Because his urban ethnography began before the Exhibition and continued afterward, Mayhew’s writings lead up to and down from the event, and within the pages of London Labour and the London Poor, we see the Great Exhibition rejoin the current of the streets.

They may have been watched and harried by the police around the Crystal Palace, but in their own regions the poor could possess the commercial resource of exhibition imagery. And what they possessed, they turned to their own needs and devices.  Within Mayhew’s survey, the Great Exhibition shows up in all manner of patched-together items offered for sale: it is printed on envelopes, etched in mugs, carved onto walking sticks, or simply sung out to hook a customer--as in the testimony of an interviewee, there on your sheet, who says,

It’s my dodge to cry... Last week I sung out,“Here’s your Great Exhibition mackarel.” People laughed, but it weren’t no great good.

Here was a commercial failure, but elsewhere Mayhew reports that

One of the books which a poor man had found the most saleable is entitled, The Great Exhibition Song book; a Collection of the Newest and Most Admired Songs. Embellished with upwards of one Hundred Toasts and Sentiments.

Perhaps most interestingly, the “Comic Exhibition” is a name for a series of cheap pennyworths that Mayhew meets on the streets.

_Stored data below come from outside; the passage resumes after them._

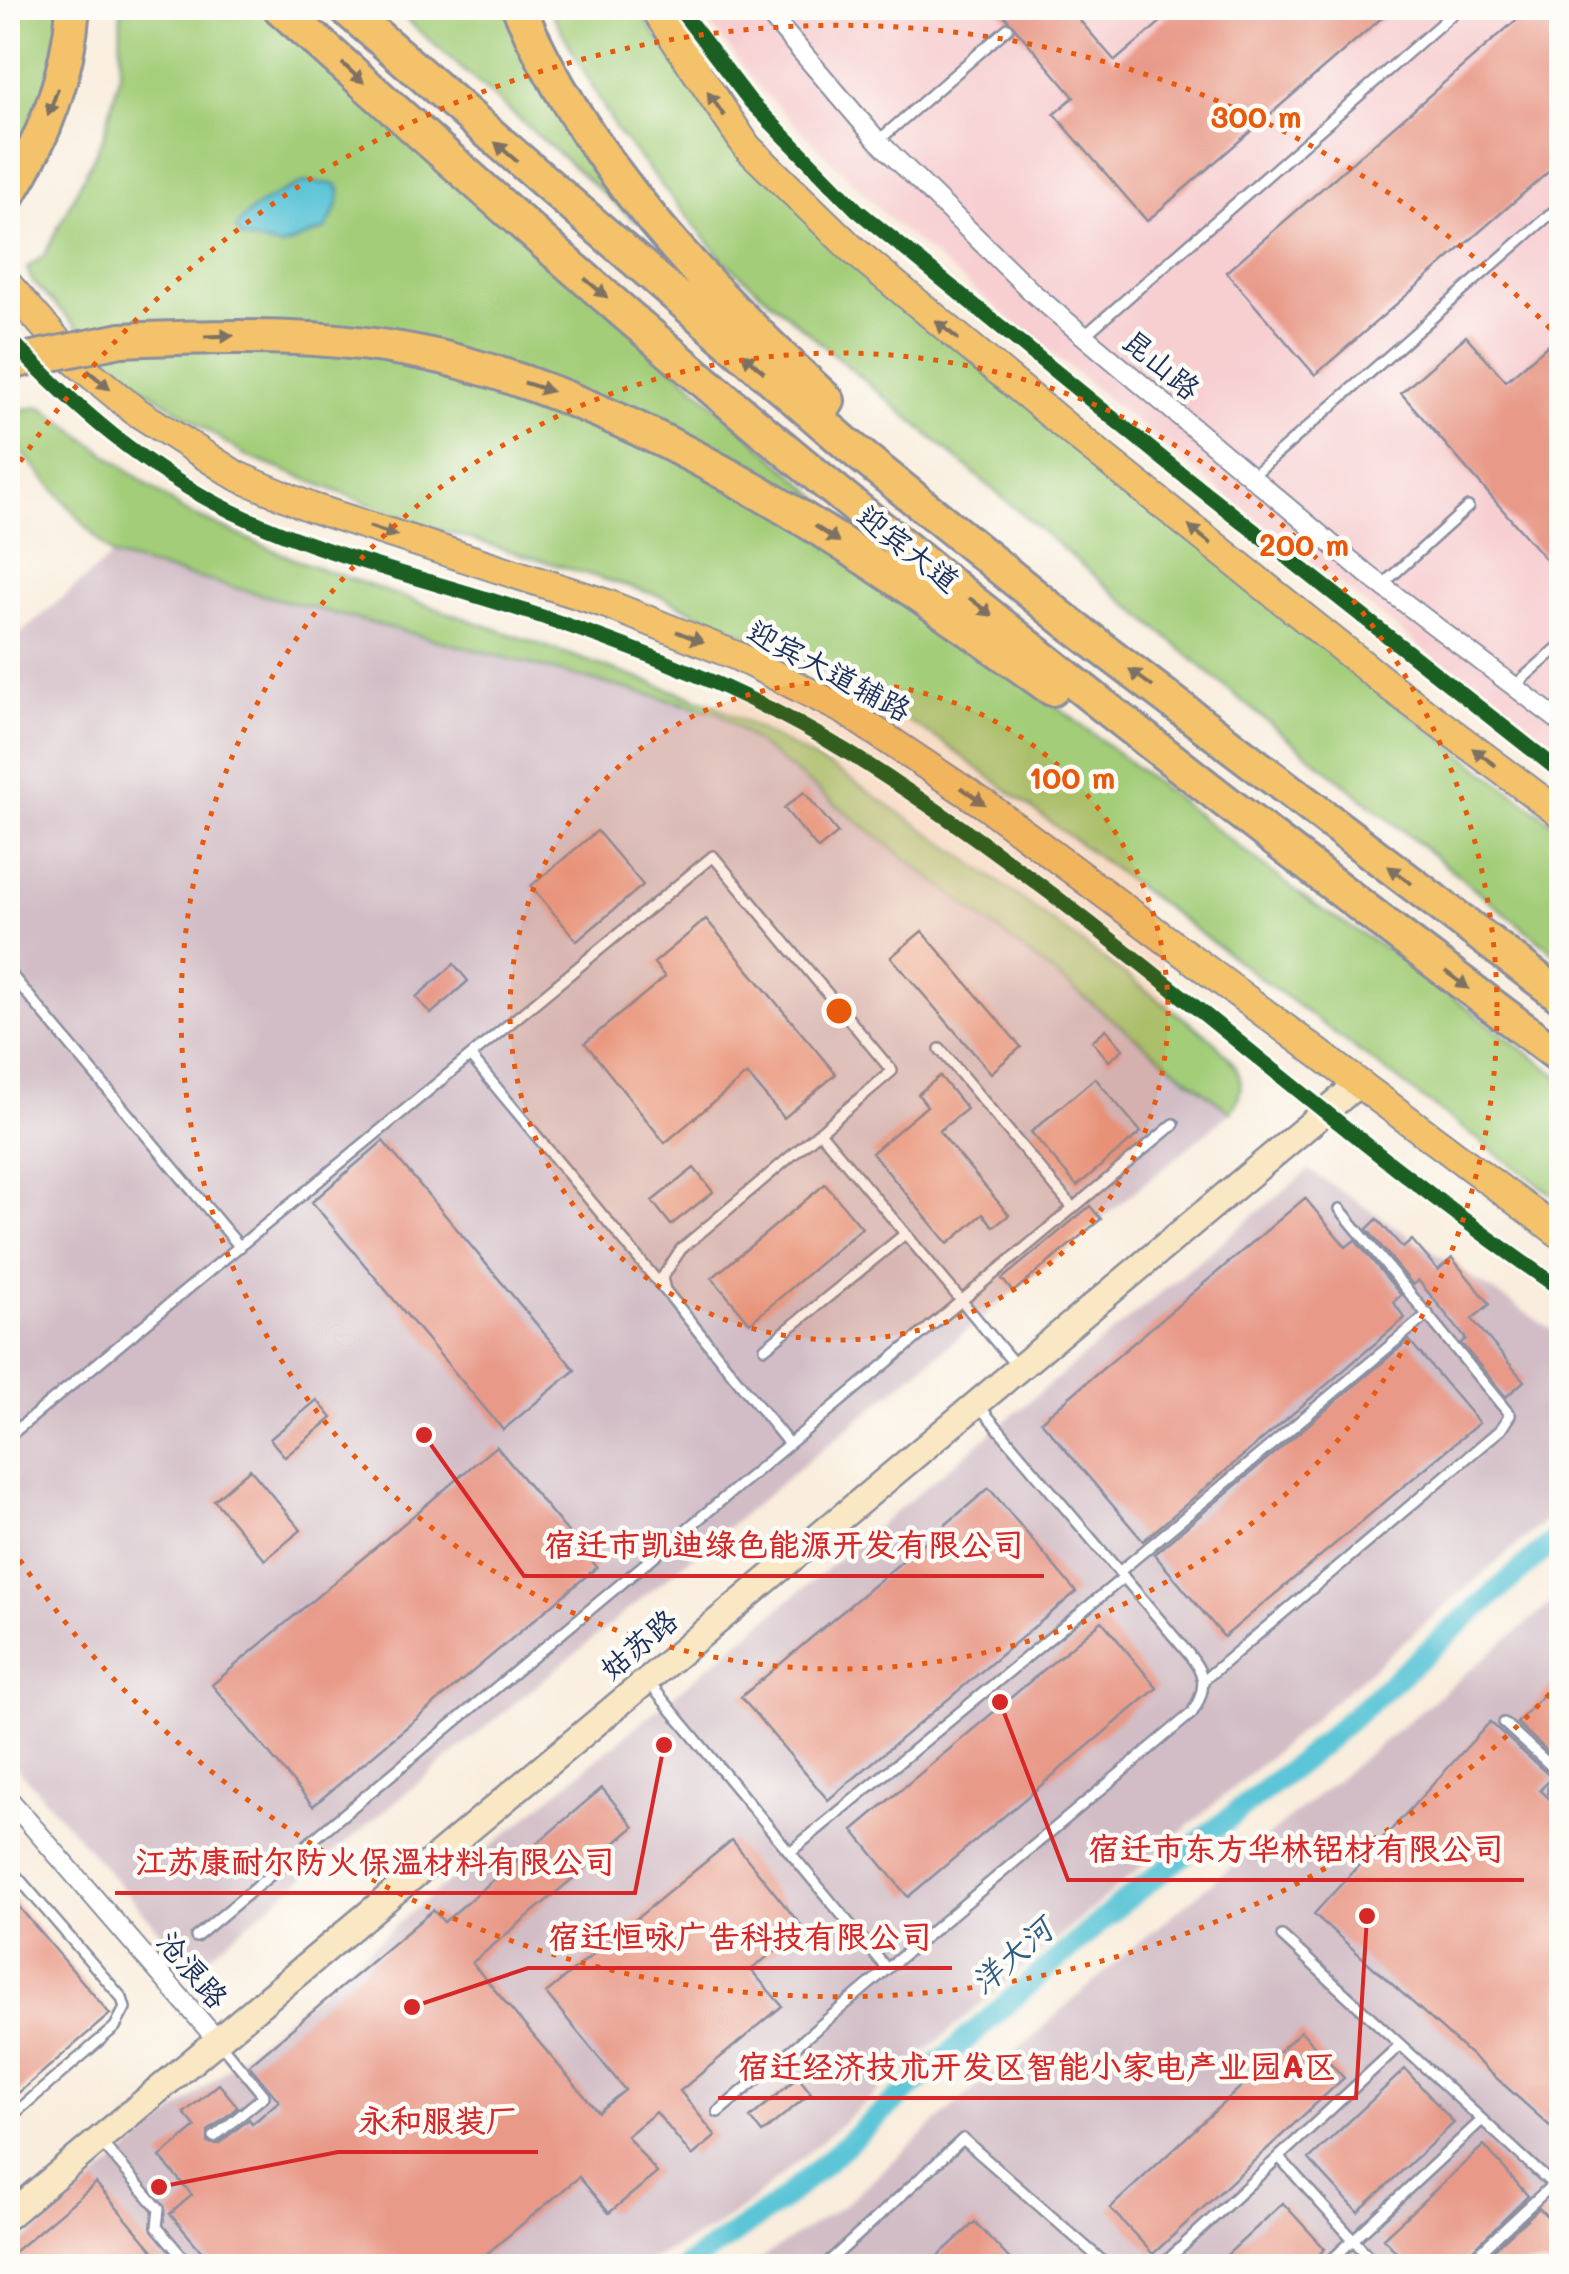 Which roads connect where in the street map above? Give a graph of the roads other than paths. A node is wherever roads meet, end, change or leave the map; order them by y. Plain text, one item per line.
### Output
1 (73, 8) edge
2 (280, 8) edge
3 (345, 8) edge
4 (519, 8) edge
5 (654, 8) edge
6 (764, 8) edge
7 (1459, 8) edge
8 (1008, 28) dead end
9 (878, 140) junction
10 (8, 196) edge
11 (1562, 204) edge
12 (8, 285) edge
13 (1084, 336) junction
14 (8, 363) edge
15 (1252, 476) junction
16 (1468, 507) dead end
17 (1382, 585) junction
18 (1066, 621) junction
19 (1562, 644) edge
20 (1514, 686) junction
21 (1562, 723) edge
22 (1562, 815) edge
23 (1410, 945) junction
24 (8, 972) edge
25 (1562, 997) edge
26 (940, 1049) dead end
27 (471, 1057) junction
28 (1562, 1058) edge
29 (1358, 1084) junction
30 (1174, 1124) dead end
31 (820, 1132) junction
32 (1073, 1208) junction
33 (1340, 1209) dead end
34 (906, 1234) junction
35 (1562, 1235) edge
36 (240, 1247) junction
37 (665, 1290) junction
38 (962, 1300) junction
39 (1428, 1314) junction
40 (765, 1348) dead end
41 (1019, 1369) junction
42 (977, 1404) junction
43 (8, 1438) edge
44 (790, 1444) junction
45 (1122, 1575) junction
46 (1205, 1679) junction
47 (648, 1681) junction
48 (1504, 1723) dead end
49 (1562, 1776) edge
50 (8, 1798) edge
51 (790, 1852) junction
52 (8, 1866) edge
53 (1282, 1936) dead end
54 (196, 1937) dead end
55 (886, 1969) junction
56 (218, 2041) junction
57 (1400, 2045) junction
58 (718, 2112) dead end
59 (8, 2119) edge
60 (1482, 2120) junction
61 (214, 2137) dead end
62 (100, 2140) junction
63 (1279, 2157) junction
64 (1552, 2184) junction
65 (1562, 2193) edge
66 (8, 2216) edge
67 (1354, 2240) junction
68 (190, 2266) edge
69 (824, 2266) edge
70 (1108, 2266) edge
71 (1161, 2266) edge
72 (1325, 2266) edge
73 (1377, 2266) edge
74 (1465, 2266) edge

1 -> 10 highway
2 -> 23 highway, 迎宾大道
18 -> 3 highway, 迎宾大道
4 - 18 highway
22 -> 5 main road
6 - 9 street, 昆山路
7 - 13 lane
8 - 9 lane
9 - 13 street, 昆山路
11 - 15 lane
12 -> 29 main road, 迎宾大道辅路
13 - 15 street, 昆山路
14 -> 23 highway, bridge
15 - 17 street, 昆山路
16 - 17 lane
17 - 20 street, 昆山路
25 -> 18 highway, 迎宾大道
19 - 20 lane
20 - 21 street, 昆山路
23 -> 28 highway, 迎宾大道
24 - 36 lane
26 - 32 lane
27 - 31 lane
27 - 36 lane
27 - 37 lane
29 - 35 main road, 迎宾大道辅路
29 - 41 street, 姑苏路
30 - 32 lane
31 - 34 lane
31 - 37 lane
32 - 38 lane
33 - 39 lane
34 - 38 lane
34 - 40 lane
36 - 43 lane
37 - 44 lane
38 - 41 lane
38 - 44 lane
39 - 45 lane
39 - 46 lane
41 - 42 street, 姑苏路
42 - 45 lane
42 - 47 street, 姑苏路
44 - 54 lane
45 - 46 lane
45 - 51 lane
46 - 55 lane
47 - 51 lane
47 - 56 street, 姑苏路
48 - 49 lane
50 - 56 street, 沧浪路
51 - 55 lane
52 - 59 lane
53 - 57 lane
55 - 58 lane
56 - 61 lane
56 - 62 street, 姑苏路
57 - 60 lane
57 - 63 lane
60 - 64 lane
60 - 67 lane
62 - 66 street, 姑苏路
62 - 68 lane
63 - 67 lane
63 - 71 lane
64 - 65 lane
64 - 74 lane
67 - 72 lane
67 - 73 lane
69 - 70 lane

They began, he points out, as illustrated humorous engravings of the Crystal Palace world: the prince, the politicians, the crowds, the many nations, etc.  But though the Great Exhibition was the determinate, datable source of the new street pennyworth, very soon the subjects changed, so that Comic Exhibitions became satires of a wide range of official targets: the Pope, the Church of England, John Bull.  “It is somewhat curious,” writes Mayhew,

that the sale of any humorous, or meant to be humorous sheet of engravings, is now becoming very generally known in the street sale as a ‘Comic Exhibition.’
Here is a form of commodity exchange – the commodity of the visible spectacle, the recognizable name, the Great Exhibition brand--taken up on the street and turned to new purposes.  “Great” inverts to “comic,” and “exhibition” is now the name for a reversal of gaze, a name  for all the parodic/satiric artifacts that play against the spectacle of officialdom.

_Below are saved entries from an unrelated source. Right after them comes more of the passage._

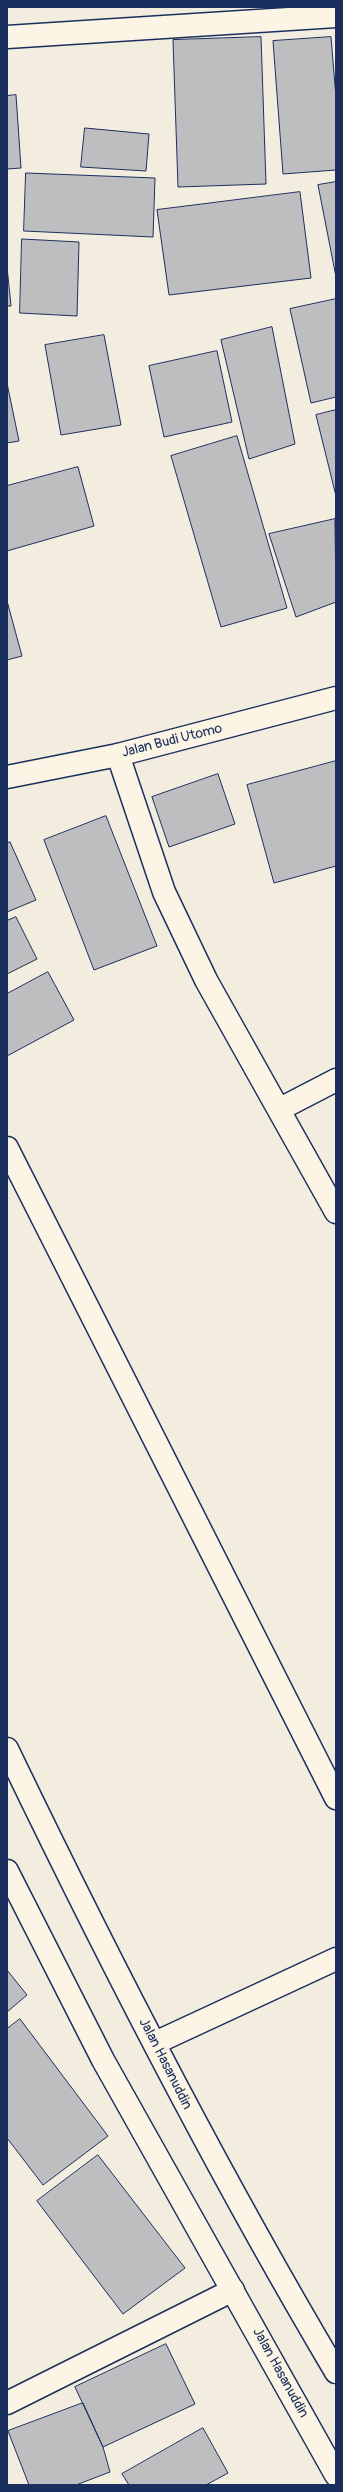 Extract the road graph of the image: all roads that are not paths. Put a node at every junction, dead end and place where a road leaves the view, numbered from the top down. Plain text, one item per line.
1 (336, 16) edge
2 (7, 37) edge
3 (336, 698) edge
4 (118, 755) junction
5 (7, 777) edge
6 (336, 1080) edge
7 (280, 1109) junction
8 (7, 1148) edge
9 (336, 1212) edge
10 (7, 1749) edge
11 (336, 1798) edge
12 (7, 1871) edge
13 (336, 1959) edge
14 (155, 2043) junction
15 (233, 2290) junction
16 (336, 2372) edge
17 (7, 2403) edge
18 (336, 2475) edge

1 - 2 street
3 - 4 street, Jalan Budi Utomo
4 - 5 street, Jalan Budi Utomo
4 - 7 street
6 - 7 street
7 - 9 street
8 - 11 street
10 - 14 street, Jalan Hasanuddin
12 - 15 street, Jalan Hasanuddin
13 - 14 street
14 - 16 street, Jalan Hasanuddin
15 - 17 street
15 - 18 street, Jalan Hasanuddin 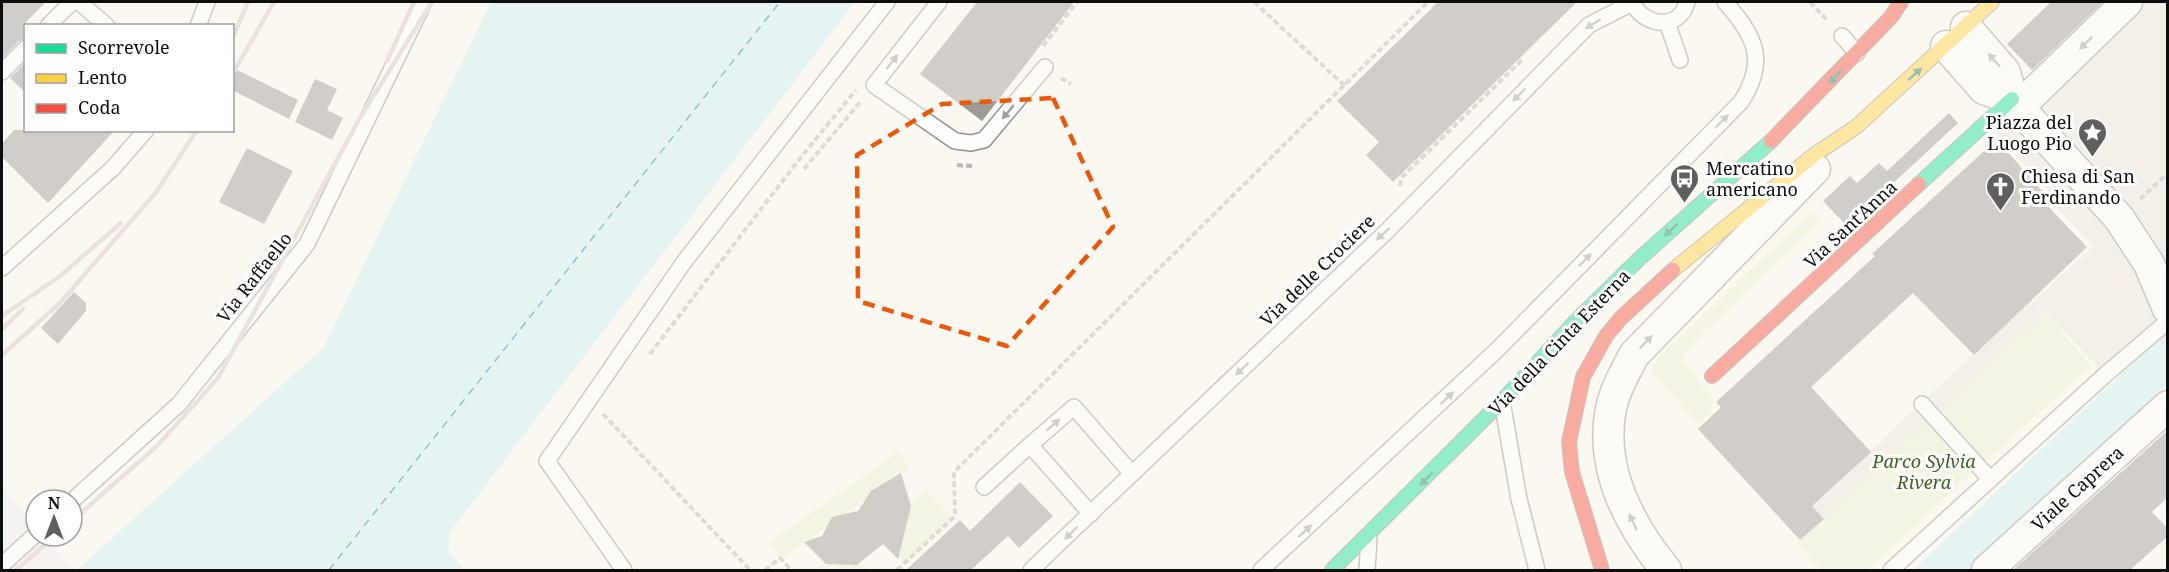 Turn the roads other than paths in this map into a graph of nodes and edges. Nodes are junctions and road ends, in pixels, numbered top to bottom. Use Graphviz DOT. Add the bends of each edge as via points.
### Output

After his loving descriptions of the gleaming machines in the Palace, Mayhew comes back to the streetware--the cheap confections that he had hoped the Great Exhibition would begin to eradicate: the shoddy vehicles of penny commerce.  We began with those sight-seers, newly named and quickly transported, and we end with the street-criers--calling out their Comic Exhibitions.  The stubborn persistence of low technologies among the poor, their appropriation of a major spectacle for a minor sale--this isn’t the lesson the Mayhew had hoped to teach, but it is still a lesson worth learning: that no one controls the meanings of a spectacle like the Crystal Palace, which are always greater than the greatest exhibition, and that the poor who were encouraged to rise to the dignity and nobility of the occasion might instead bring it down to where they lived, making meanings and mackerels of their own.